Dec. 27th. The aged Captain Ben came and made us an early visit this morning, bringing, as a present, a little bundle of rock salt in his mantle. The old gentleman appeared so smiling and pleasant, that we have rarely received a gift with more pleasure than the salt. Whether this mineral is a production of the country, or whether the Indians procure it from vessels I have not yet definitely learned. I had supposed that there was no salt among them until I saw that this morning. On enquiry of Captain Conger he said, that there was much salt in the camp. Today the Indians have started for a grand hunt of four days.
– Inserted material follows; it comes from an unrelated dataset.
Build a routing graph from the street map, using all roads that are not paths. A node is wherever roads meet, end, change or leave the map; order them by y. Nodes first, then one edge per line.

Towards noon the company moved off under the direction of the great Captain and his subalterns, taking with them what the Captain calls their "poco cassas," or little tents, made for a temporary purpose, and nearly all the sound men, together with many women, to carry the tents and other necessary apparatus, while few remain behind except the aged and infirm, the sick, the women and children, and a few lazy drones, so that we find ourselves almost in the stillness of a deserted camp. We do not, however, regret this, as it affords us a little relief from the fatigue and confinement occasioned by an incessant crowd of visitors from the time we rise in the morning till late in the evening. We were invited to attend the hunt but our situation was such as to render it impracticable.
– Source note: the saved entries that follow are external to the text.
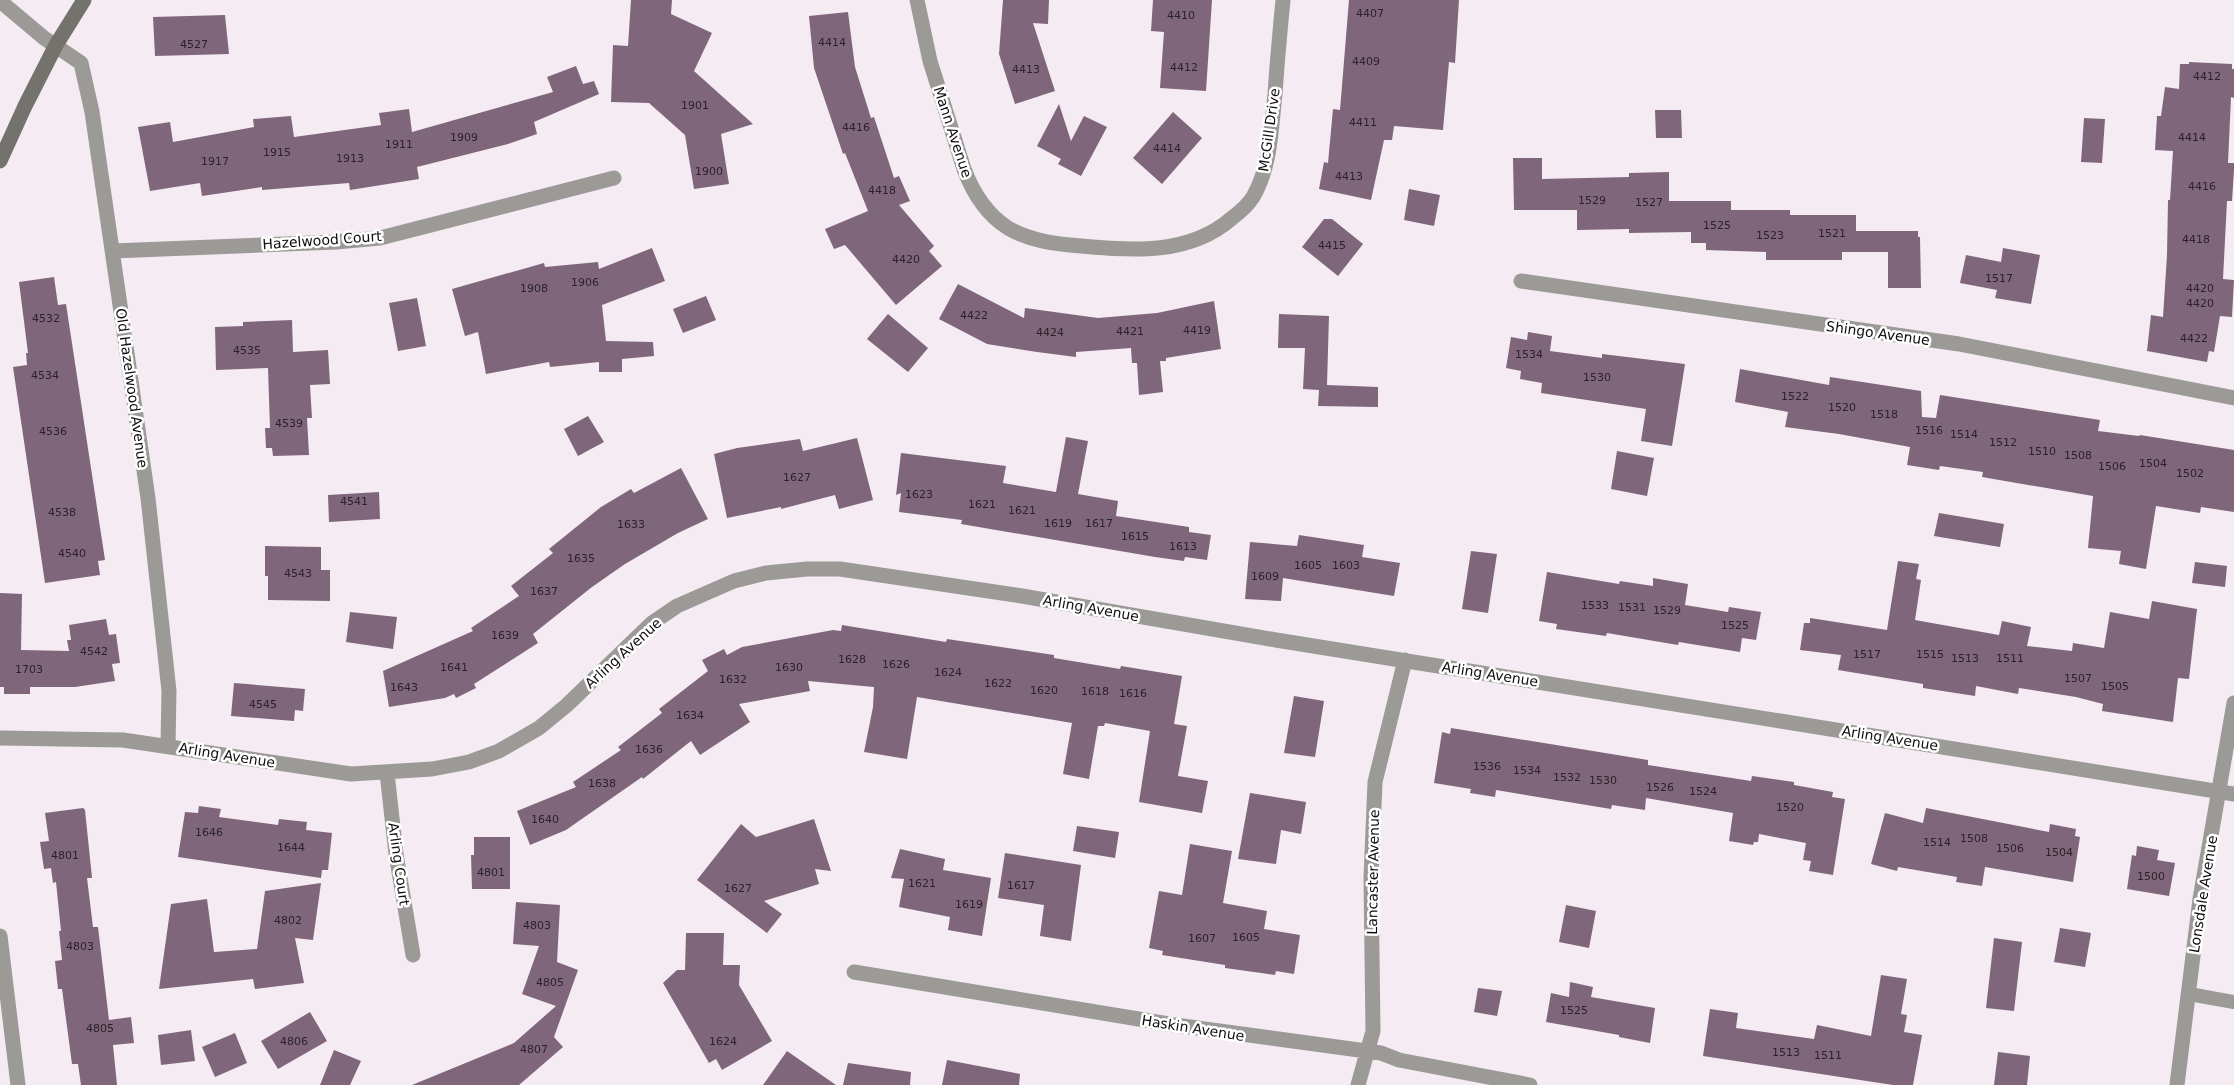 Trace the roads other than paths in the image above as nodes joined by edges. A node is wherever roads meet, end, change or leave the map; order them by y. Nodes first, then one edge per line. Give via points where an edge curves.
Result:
1 (0, 0) edge
2 (84, 0) edge
3 (917, 0) edge
4 (1283, 0) edge
5 (56, 45) junction
6 (0, 162) edge
7 (614, 178) dead end
8 (1119, 250) joint
9 (113, 251) junction
10 (1521, 280) dead end
11 (2234, 398) edge
12 (1405, 660) junction
13 (2234, 703) edge
14 (0, 738) edge
15 (168, 746) junction
16 (387, 773) junction
17 (2227, 792) edge
18 (0, 936) edge
19 (413, 955) dead end
20 (854, 972) dead end
21 (2189, 994) junction
22 (2234, 1002) edge
23 (1367, 1052) junction
24 (18, 1085) edge
25 (1358, 1085) edge
26 (1530, 1085) edge
27 (2177, 1085) edge

1 - 5 street, Old Hazelwood Avenue
2 - 5 street
3 - 8 street, Mann Avenue via 930,61 964,169 983,206 997,220 1028,238
4 - 8 street, McGill Drive via 1270,142 1263,176 1252,198 1226,224 1191,242 1149,250
5 - 6 street
5 - 9 street, Old Hazelwood Avenue via 81,63 92,112
7 - 9 street, Hazelwood Court via 380,238
9 - 15 street, Old Hazelwood Avenue via 149,508 168,691
10 - 11 street, Shingo Avenue via 1959,344
12 - 16 street, Arling Avenue via 1022,596 807,568 734,581 677,606 652,623 539,728 498,751 469,762
12 - 17 street, Arling Avenue
12 - 23 street, Lancaster Avenue via 1375,782 1371,878 1373,1030
13 - 17 street, Lonsdale Avenue
14 - 15 street, Arling Avenue via 123,740
15 - 16 street, Arling Avenue via 351,774
16 - 19 street, Arling Court via 396,854
17 - 21 street, Lonsdale Avenue via 2200,899
18 - 24 street
20 - 23 street, Haskin Avenue via 1175,1026
21 - 22 lane
21 - 27 street, Lonsdale Avenue
23 - 25 street, Lancaster Avenue
23 - 26 street, Haskin Avenue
Dec. 28th. The morning passed away without interruption; but at noon many of the more lazy and impudent of the Indians gathered around, among whom was a man whom I should judge to be a Spaniard from his appearance and from the knowledge he has of the Castilian language. On the day of his arrival at this place he came and squatted before our tent and listened to our conversation with Captain Santureo relative to the country, its inhabitants etc., with eager attention and evident suspicion, after which he had a long talk with Santureo which we judged to be about our conversation etc. He was quite social today for a long time; but at length he began to enquire what things we had, and commenced begging one thing after another with intolerable rapidity. We thought not best to gratify his cupidity and only gave him two needles fitted in handles, the manner in which these natives use them for what they call "hodling" i.e. sewing. We at length ceased to talk with the old man, as his conversation often turned on impure subjects, which is painfully common with this people and he remained mute in our tent until night. Some rude young men, finding our ax at the door took it and went off a little distance to amuse themselves by cutting bushes, but our good Indian mother, ever careful of our interests, went and took it from them and brought it into the tent to us.